_About this exercise_
Word for word, please restate the lines from the beginning of the data through the line in which "Please list the" appears.

_Entries supplied_
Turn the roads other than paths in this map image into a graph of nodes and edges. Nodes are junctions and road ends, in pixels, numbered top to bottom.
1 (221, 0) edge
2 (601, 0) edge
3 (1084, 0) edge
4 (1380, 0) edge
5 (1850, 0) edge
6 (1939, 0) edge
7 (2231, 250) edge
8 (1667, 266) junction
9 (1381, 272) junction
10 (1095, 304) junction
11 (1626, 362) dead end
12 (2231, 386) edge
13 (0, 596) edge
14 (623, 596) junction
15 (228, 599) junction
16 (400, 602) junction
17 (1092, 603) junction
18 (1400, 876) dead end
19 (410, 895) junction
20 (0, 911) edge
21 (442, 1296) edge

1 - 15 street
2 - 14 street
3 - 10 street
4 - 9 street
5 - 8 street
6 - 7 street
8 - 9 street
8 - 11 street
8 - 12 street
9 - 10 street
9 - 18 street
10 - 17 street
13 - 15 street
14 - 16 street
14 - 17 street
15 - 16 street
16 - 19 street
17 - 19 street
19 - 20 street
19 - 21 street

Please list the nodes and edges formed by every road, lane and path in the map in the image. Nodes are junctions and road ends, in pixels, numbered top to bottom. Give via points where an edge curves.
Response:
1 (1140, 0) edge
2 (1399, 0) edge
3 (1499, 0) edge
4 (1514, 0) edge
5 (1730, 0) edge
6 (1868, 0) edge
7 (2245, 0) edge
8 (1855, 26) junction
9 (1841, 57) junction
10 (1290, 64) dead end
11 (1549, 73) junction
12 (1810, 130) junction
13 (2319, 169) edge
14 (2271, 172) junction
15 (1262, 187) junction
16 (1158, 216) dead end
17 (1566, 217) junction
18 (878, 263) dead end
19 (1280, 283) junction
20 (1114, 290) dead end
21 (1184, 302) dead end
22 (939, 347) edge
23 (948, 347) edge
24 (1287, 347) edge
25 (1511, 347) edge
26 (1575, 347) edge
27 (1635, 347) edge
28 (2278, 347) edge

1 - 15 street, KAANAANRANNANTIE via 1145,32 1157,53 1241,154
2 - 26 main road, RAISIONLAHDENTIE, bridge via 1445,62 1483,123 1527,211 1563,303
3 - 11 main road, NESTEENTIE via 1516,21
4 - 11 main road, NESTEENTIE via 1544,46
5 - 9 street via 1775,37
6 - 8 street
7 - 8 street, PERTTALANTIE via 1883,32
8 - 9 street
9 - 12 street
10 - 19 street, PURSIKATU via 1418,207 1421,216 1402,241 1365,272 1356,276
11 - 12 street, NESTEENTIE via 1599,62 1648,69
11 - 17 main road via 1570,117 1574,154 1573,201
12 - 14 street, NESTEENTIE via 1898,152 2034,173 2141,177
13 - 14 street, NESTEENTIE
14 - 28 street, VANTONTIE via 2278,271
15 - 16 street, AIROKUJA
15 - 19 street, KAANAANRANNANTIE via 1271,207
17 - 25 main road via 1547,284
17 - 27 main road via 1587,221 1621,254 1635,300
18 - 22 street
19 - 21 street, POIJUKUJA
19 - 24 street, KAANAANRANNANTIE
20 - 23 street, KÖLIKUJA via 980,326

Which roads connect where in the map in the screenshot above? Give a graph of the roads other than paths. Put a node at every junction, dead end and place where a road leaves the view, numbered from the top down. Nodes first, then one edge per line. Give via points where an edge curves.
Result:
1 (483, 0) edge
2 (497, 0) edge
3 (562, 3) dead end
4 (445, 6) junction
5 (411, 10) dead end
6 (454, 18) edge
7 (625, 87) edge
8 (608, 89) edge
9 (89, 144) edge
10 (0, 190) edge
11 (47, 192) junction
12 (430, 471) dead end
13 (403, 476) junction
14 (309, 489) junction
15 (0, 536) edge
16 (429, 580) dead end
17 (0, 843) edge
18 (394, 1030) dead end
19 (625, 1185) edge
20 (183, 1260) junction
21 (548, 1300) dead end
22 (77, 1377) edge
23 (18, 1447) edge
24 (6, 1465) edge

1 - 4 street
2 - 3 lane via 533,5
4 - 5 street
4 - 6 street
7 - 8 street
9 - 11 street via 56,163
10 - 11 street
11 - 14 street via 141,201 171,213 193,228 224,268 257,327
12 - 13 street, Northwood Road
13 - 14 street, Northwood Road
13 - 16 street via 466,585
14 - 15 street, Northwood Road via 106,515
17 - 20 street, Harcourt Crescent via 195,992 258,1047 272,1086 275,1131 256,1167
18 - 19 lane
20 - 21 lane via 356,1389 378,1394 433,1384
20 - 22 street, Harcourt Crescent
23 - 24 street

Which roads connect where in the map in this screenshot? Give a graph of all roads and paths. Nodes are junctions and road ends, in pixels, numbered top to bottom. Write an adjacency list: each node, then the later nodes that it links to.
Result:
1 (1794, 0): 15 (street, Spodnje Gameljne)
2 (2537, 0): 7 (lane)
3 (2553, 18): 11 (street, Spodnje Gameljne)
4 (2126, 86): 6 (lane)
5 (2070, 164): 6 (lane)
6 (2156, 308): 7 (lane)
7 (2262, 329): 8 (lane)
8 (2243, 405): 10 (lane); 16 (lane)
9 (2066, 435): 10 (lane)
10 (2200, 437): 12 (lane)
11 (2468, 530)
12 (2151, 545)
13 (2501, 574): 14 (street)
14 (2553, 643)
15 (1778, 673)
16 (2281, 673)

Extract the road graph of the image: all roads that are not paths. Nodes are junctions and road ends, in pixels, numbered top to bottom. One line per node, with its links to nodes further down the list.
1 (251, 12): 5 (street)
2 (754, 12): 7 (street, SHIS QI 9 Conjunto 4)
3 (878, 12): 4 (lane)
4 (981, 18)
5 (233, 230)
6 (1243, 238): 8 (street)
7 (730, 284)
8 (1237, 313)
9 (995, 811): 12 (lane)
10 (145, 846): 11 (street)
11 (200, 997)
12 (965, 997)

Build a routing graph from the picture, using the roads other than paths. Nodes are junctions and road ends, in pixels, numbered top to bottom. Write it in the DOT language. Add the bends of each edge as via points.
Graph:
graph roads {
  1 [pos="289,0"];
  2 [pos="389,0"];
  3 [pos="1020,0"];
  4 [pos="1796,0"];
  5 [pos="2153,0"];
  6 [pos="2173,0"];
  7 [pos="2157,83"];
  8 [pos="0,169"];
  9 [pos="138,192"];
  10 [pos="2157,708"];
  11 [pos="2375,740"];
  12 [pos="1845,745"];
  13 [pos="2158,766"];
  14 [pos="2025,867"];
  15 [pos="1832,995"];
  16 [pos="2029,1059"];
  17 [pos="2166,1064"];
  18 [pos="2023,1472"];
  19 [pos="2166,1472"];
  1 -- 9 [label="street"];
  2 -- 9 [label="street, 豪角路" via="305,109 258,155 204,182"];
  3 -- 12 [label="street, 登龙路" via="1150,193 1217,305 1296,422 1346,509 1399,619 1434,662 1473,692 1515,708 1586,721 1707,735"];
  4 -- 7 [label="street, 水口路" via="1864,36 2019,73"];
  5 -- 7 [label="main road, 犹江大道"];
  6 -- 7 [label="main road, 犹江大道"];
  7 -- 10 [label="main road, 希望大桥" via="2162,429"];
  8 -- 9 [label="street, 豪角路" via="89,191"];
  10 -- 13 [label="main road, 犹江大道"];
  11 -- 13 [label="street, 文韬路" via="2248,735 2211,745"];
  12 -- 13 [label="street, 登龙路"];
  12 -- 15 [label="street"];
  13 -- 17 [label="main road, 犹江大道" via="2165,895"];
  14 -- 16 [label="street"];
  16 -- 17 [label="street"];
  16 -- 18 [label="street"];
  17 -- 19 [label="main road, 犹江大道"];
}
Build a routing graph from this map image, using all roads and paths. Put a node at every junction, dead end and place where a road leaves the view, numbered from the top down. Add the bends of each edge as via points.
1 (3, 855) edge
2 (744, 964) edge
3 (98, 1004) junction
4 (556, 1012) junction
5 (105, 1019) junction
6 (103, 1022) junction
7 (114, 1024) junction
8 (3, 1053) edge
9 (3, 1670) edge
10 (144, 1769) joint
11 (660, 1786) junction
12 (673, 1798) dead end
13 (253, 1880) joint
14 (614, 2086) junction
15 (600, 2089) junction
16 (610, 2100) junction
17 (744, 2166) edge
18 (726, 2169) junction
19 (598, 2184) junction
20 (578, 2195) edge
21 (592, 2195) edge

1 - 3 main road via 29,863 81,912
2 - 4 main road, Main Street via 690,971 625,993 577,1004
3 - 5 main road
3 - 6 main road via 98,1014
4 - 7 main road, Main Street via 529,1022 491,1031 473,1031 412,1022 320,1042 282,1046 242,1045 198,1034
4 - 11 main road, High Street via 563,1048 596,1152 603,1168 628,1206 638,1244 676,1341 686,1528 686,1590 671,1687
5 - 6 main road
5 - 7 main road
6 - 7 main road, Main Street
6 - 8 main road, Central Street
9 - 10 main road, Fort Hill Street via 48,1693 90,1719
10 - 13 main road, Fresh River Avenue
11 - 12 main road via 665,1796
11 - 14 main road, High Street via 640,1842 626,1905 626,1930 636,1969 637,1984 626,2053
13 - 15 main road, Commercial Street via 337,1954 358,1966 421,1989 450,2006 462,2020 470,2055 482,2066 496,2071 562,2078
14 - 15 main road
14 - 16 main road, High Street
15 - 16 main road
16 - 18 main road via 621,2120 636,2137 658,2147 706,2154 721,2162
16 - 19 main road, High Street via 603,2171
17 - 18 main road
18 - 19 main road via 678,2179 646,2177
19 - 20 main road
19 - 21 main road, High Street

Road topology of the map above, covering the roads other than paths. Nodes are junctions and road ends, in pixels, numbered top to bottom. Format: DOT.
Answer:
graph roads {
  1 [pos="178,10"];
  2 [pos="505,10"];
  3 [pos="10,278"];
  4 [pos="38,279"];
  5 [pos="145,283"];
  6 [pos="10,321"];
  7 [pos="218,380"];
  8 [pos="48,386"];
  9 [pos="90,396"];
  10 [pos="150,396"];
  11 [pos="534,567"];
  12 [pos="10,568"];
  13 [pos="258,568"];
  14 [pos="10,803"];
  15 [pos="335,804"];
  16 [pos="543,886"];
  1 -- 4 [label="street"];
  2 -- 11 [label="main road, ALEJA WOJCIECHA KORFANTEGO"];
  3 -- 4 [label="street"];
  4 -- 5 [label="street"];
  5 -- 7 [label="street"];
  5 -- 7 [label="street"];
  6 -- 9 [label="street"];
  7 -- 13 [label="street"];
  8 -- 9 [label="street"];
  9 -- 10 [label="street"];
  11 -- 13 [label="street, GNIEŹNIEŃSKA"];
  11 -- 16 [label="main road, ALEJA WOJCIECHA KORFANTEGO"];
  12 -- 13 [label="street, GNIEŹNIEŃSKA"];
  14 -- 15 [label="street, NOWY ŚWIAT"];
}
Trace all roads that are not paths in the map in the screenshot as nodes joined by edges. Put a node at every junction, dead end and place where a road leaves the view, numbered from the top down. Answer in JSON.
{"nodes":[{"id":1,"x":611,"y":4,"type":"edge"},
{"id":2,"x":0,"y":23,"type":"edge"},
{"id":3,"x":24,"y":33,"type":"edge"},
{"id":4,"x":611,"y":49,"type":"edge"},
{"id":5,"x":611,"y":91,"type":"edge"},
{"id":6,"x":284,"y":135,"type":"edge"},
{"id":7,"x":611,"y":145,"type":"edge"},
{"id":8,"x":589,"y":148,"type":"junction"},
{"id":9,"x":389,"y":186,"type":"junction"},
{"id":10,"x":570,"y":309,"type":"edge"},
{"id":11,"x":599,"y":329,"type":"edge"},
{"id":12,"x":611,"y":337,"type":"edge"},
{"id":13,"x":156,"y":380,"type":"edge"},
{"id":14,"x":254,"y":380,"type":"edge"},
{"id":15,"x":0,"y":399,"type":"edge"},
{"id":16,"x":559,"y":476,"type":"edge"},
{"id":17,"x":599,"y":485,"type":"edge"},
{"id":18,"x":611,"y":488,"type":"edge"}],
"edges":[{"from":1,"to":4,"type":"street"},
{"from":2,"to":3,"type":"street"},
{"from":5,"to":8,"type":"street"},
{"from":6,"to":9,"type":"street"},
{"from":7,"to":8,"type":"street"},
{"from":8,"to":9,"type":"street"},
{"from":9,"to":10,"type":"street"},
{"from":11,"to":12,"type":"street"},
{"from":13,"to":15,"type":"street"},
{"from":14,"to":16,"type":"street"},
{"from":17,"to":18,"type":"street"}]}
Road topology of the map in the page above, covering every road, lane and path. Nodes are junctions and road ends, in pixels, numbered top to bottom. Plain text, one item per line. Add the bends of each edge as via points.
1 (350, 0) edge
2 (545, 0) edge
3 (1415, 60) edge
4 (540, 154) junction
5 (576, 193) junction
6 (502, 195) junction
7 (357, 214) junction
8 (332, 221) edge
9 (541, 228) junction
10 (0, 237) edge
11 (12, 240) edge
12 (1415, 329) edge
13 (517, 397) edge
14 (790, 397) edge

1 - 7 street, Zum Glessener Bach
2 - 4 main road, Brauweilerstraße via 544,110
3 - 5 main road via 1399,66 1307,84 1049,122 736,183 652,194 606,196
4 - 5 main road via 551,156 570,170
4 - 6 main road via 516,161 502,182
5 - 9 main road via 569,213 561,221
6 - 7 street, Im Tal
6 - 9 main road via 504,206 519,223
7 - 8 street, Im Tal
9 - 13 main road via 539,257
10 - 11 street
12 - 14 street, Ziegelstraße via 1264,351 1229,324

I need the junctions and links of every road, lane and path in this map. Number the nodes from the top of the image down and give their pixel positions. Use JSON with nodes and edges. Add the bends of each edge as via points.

_Solution to the exercise_
Turn the roads other than paths in this map image into a graph of nodes and edges. Nodes are junctions and road ends, in pixels, numbered top to bottom.
1 (221, 0) edge
2 (601, 0) edge
3 (1084, 0) edge
4 (1380, 0) edge
5 (1850, 0) edge
6 (1939, 0) edge
7 (2231, 250) edge
8 (1667, 266) junction
9 (1381, 272) junction
10 (1095, 304) junction
11 (1626, 362) dead end
12 (2231, 386) edge
13 (0, 596) edge
14 (623, 596) junction
15 (228, 599) junction
16 (400, 602) junction
17 (1092, 603) junction
18 (1400, 876) dead end
19 (410, 895) junction
20 (0, 911) edge
21 (442, 1296) edge

1 - 15 street
2 - 14 street
3 - 10 street
4 - 9 street
5 - 8 street
6 - 7 street
8 - 9 street
8 - 11 street
8 - 12 street
9 - 10 street
9 - 18 street
10 - 17 street
13 - 15 street
14 - 16 street
14 - 17 street
15 - 16 street
16 - 19 street
17 - 19 street
19 - 20 street
19 - 21 street

Please list the nodes and edges formed by every road, lane and path in the map in the image. Nodes are junctions and road ends, in pixels, numbered top to bottom. Give via points where an edge curves.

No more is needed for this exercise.